### What the task asks
Every line below that has "positions" in it should be copied.

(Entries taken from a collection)
■ ■ ■ ■ ■ ■ ■

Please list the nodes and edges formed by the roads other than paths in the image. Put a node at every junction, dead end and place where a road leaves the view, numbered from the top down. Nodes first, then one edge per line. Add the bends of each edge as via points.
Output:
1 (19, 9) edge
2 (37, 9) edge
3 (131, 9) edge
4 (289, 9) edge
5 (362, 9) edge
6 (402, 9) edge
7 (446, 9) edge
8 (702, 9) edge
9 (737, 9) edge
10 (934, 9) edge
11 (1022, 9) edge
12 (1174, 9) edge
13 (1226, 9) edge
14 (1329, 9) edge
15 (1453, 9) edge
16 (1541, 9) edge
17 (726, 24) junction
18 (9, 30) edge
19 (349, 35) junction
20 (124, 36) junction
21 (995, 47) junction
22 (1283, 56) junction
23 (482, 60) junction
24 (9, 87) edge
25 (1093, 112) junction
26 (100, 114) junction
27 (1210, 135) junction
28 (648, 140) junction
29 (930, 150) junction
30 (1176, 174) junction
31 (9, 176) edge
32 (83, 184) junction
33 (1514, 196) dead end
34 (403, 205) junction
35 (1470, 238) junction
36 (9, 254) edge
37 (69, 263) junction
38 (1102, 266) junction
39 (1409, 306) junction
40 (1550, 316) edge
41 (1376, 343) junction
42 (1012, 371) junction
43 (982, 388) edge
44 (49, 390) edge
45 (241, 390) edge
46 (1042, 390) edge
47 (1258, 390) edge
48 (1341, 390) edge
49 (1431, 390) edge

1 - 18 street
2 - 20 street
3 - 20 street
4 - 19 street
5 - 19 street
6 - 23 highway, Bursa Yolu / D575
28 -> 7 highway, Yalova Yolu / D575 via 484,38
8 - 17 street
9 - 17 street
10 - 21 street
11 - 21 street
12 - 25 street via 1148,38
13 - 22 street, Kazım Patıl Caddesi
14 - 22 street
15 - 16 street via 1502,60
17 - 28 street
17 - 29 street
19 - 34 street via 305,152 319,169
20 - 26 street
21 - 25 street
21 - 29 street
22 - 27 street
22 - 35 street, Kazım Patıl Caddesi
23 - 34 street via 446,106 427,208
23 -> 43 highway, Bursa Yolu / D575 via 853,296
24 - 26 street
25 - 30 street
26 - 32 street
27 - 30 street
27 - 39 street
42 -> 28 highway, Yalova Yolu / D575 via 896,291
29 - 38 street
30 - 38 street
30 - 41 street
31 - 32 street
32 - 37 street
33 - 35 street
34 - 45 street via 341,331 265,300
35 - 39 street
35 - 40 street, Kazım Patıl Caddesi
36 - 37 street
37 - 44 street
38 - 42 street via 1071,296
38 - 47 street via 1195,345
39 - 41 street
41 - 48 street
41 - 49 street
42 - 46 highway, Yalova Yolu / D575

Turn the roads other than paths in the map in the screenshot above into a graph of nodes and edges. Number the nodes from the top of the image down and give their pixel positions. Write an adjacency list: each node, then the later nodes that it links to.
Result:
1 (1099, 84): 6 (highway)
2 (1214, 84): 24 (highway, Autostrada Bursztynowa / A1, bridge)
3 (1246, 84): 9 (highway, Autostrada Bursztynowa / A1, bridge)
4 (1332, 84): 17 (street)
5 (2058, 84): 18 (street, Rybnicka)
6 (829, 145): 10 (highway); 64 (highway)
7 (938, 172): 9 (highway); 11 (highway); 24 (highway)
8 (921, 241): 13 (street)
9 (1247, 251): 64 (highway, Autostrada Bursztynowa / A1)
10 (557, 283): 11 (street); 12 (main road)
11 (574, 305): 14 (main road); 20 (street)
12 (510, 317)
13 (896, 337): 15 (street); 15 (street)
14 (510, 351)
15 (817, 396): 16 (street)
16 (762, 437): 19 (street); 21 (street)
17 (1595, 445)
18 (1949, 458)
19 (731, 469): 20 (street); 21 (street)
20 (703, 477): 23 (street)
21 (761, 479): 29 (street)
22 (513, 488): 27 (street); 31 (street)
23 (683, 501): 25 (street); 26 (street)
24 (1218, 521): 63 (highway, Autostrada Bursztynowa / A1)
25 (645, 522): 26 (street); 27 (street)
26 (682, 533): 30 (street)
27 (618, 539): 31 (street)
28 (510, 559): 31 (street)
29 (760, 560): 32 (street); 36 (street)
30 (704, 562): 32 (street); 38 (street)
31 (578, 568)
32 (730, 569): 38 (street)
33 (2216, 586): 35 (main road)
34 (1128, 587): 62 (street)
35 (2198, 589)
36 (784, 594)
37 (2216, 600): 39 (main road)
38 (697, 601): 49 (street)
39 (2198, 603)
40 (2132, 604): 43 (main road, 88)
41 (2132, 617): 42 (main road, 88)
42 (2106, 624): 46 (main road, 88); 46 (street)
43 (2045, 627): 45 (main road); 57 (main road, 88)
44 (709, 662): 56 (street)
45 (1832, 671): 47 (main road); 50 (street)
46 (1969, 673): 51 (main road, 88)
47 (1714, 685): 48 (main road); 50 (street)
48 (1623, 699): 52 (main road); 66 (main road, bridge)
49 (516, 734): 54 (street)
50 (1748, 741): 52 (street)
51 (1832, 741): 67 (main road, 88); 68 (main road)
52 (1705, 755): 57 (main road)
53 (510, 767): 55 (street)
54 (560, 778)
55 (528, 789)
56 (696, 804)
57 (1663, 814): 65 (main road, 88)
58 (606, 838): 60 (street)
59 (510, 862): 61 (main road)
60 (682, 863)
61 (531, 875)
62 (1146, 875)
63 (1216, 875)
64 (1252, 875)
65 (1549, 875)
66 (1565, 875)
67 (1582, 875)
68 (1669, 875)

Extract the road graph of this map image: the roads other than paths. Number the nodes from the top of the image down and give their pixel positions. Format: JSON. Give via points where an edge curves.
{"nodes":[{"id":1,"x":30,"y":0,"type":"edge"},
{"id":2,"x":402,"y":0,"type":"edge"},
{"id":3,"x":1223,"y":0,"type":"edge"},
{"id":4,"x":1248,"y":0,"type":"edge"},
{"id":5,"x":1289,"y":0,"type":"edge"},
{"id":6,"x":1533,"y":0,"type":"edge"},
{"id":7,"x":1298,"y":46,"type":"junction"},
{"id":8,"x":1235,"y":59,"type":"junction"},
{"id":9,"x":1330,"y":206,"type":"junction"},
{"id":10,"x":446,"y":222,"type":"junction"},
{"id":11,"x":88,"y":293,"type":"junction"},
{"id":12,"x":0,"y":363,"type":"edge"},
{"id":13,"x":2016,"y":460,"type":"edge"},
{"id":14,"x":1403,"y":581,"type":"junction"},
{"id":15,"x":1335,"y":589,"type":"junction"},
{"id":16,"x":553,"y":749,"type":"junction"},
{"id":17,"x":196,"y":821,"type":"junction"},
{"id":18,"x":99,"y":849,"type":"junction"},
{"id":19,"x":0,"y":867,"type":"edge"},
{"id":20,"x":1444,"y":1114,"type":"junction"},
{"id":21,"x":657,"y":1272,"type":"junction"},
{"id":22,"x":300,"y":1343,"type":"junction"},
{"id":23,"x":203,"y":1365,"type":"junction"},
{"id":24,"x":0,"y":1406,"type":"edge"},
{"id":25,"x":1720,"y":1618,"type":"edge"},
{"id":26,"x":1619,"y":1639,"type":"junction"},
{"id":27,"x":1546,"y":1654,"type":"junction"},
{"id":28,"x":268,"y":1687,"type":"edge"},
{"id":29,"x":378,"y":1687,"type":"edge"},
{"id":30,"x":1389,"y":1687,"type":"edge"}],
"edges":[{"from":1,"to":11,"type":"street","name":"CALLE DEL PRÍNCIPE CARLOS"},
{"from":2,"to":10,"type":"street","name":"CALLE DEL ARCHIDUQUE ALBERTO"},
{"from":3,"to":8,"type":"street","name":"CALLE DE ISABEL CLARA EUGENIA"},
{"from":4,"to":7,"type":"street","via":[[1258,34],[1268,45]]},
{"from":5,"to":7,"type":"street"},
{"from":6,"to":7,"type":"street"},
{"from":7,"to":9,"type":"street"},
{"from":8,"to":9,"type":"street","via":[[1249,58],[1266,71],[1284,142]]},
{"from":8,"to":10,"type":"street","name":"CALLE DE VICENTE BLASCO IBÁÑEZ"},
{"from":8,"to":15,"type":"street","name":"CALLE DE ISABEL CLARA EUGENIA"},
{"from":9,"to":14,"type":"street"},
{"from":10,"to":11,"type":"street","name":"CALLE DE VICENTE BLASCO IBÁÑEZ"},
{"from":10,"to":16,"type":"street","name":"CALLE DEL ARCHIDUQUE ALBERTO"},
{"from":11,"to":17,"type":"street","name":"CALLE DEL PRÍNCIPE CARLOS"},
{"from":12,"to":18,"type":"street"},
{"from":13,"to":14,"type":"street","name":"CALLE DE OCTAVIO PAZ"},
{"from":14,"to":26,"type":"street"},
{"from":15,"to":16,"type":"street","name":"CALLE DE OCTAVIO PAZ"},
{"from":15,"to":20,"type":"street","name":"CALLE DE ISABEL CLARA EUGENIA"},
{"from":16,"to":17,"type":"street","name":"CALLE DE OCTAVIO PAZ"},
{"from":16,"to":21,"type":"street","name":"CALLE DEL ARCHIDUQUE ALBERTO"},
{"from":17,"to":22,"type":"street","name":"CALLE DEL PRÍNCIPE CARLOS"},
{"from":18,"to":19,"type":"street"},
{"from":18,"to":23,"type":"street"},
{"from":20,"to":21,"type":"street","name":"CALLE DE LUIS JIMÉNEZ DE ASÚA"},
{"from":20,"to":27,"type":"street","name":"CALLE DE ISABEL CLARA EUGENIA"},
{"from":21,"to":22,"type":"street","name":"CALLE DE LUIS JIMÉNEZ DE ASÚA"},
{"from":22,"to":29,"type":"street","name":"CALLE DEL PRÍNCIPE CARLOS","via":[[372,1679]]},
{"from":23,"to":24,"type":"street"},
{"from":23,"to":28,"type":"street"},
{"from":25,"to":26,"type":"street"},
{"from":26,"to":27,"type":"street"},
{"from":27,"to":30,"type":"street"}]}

■ ■ ■ ■ ■ ■ ■

### The completed task
Turn the roads other than paths in the map in the screenshot above into a graph of nodes and edges. Number the nodes from the top of the image down and give their pixel positions. Write an adjacency list: each node, then the later nodes that it links to.
Extract the road graph of this map image: the roads other than paths. Number the nodes from the top of the image down and give their pixel positions. Format: JSON. Give via points where an edge curves.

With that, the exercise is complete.